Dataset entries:
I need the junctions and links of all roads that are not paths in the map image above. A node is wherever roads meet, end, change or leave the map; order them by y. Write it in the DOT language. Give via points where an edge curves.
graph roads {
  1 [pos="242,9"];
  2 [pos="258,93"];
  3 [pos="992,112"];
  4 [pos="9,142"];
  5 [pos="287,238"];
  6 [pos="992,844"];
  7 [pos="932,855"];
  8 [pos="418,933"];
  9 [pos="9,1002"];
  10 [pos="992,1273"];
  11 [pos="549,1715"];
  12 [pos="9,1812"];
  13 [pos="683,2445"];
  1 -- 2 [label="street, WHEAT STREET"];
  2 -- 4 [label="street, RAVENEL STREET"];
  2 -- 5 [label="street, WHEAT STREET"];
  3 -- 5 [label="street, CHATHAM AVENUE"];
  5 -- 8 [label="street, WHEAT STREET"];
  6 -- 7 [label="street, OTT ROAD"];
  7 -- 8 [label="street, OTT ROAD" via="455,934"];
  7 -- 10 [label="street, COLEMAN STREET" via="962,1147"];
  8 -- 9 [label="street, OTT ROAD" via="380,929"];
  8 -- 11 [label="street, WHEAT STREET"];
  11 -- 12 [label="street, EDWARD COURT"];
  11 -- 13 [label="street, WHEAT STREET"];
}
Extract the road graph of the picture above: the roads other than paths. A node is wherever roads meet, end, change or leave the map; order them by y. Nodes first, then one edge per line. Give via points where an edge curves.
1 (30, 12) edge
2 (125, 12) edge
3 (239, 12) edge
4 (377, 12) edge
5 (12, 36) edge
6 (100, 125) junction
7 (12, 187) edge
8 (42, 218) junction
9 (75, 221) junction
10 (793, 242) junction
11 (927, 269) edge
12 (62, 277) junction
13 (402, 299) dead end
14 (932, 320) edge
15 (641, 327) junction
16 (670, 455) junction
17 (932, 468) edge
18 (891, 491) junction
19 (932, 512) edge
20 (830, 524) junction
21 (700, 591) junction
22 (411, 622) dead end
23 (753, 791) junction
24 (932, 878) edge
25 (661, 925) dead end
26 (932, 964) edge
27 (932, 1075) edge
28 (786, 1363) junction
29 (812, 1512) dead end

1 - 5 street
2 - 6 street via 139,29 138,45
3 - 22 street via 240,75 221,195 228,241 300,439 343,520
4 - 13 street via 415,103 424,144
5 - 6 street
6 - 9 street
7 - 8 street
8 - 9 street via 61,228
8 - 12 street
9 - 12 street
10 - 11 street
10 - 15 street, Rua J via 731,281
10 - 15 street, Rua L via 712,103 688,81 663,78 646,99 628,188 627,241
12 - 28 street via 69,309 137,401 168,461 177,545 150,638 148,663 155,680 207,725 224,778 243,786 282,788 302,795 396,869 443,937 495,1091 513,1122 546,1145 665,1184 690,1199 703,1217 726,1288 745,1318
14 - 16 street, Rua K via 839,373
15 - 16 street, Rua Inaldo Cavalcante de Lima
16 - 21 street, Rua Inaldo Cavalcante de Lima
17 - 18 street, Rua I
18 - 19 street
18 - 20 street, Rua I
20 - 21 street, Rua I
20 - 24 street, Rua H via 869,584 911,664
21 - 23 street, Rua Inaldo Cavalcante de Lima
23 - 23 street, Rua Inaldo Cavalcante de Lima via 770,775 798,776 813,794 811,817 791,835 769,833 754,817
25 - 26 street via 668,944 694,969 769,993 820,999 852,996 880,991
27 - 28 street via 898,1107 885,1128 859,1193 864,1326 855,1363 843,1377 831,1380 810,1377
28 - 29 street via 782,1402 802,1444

◆ About this exercise: Copy all data exactly, start to finish.

◆ Answer space:
I need the junctions and links of all roads that are not paths in the map image above. A node is wherever roads meet, end, change or leave the map; order them by y. Write it in the DOT language. Give via points where an edge curves.
graph roads {
  1 [pos="242,9"];
  2 [pos="258,93"];
  3 [pos="992,112"];
  4 [pos="9,142"];
  5 [pos="287,238"];
  6 [pos="992,844"];
  7 [pos="932,855"];
  8 [pos="418,933"];
  9 [pos="9,1002"];
  10 [pos="992,1273"];
  11 [pos="549,1715"];
  12 [pos="9,1812"];
  13 [pos="683,2445"];
  1 -- 2 [label="street, WHEAT STREET"];
  2 -- 4 [label="street, RAVENEL STREET"];
  2 -- 5 [label="street, WHEAT STREET"];
  3 -- 5 [label="street, CHATHAM AVENUE"];
  5 -- 8 [label="street, WHEAT STREET"];
  6 -- 7 [label="street, OTT ROAD"];
  7 -- 8 [label="street, OTT ROAD" via="455,934"];
  7 -- 10 [label="street, COLEMAN STREET" via="962,1147"];
  8 -- 9 [label="street, OTT ROAD" via="380,929"];
  8 -- 11 [label="street, WHEAT STREET"];
  11 -- 12 [label="street, EDWARD COURT"];
  11 -- 13 [label="street, WHEAT STREET"];
}
Extract the road graph of the picture above: the roads other than paths. A node is wherever roads meet, end, change or leave the map; order them by y. Nodes first, then one edge per line. Give via points where an edge curves.
1 (30, 12) edge
2 (125, 12) edge
3 (239, 12) edge
4 (377, 12) edge
5 (12, 36) edge
6 (100, 125) junction
7 (12, 187) edge
8 (42, 218) junction
9 (75, 221) junction
10 (793, 242) junction
11 (927, 269) edge
12 (62, 277) junction
13 (402, 299) dead end
14 (932, 320) edge
15 (641, 327) junction
16 (670, 455) junction
17 (932, 468) edge
18 (891, 491) junction
19 (932, 512) edge
20 (830, 524) junction
21 (700, 591) junction
22 (411, 622) dead end
23 (753, 791) junction
24 (932, 878) edge
25 (661, 925) dead end
26 (932, 964) edge
27 (932, 1075) edge
28 (786, 1363) junction
29 (812, 1512) dead end

1 - 5 street
2 - 6 street via 139,29 138,45
3 - 22 street via 240,75 221,195 228,241 300,439 343,520
4 - 13 street via 415,103 424,144
5 - 6 street
6 - 9 street
7 - 8 street
8 - 9 street via 61,228
8 - 12 street
9 - 12 street
10 - 11 street
10 - 15 street, Rua J via 731,281
10 - 15 street, Rua L via 712,103 688,81 663,78 646,99 628,188 627,241
12 - 28 street via 69,309 137,401 168,461 177,545 150,638 148,663 155,680 207,725 224,778 243,786 282,788 302,795 396,869 443,937 495,1091 513,1122 546,1145 665,1184 690,1199 703,1217 726,1288 745,1318
14 - 16 street, Rua K via 839,373
15 - 16 street, Rua Inaldo Cavalcante de Lima
16 - 21 street, Rua Inaldo Cavalcante de Lima
17 - 18 street, Rua I
18 - 19 street
18 - 20 street, Rua I
20 - 21 street, Rua I
20 - 24 street, Rua H via 869,584 911,664
21 - 23 street, Rua Inaldo Cavalcante de Lima
23 - 23 street, Rua Inaldo Cavalcante de Lima via 770,775 798,776 813,794 811,817 791,835 769,833 754,817
25 - 26 street via 668,944 694,969 769,993 820,999 852,996 880,991
27 - 28 street via 898,1107 885,1128 859,1193 864,1326 855,1363 843,1377 831,1380 810,1377
28 - 29 street via 782,1402 802,1444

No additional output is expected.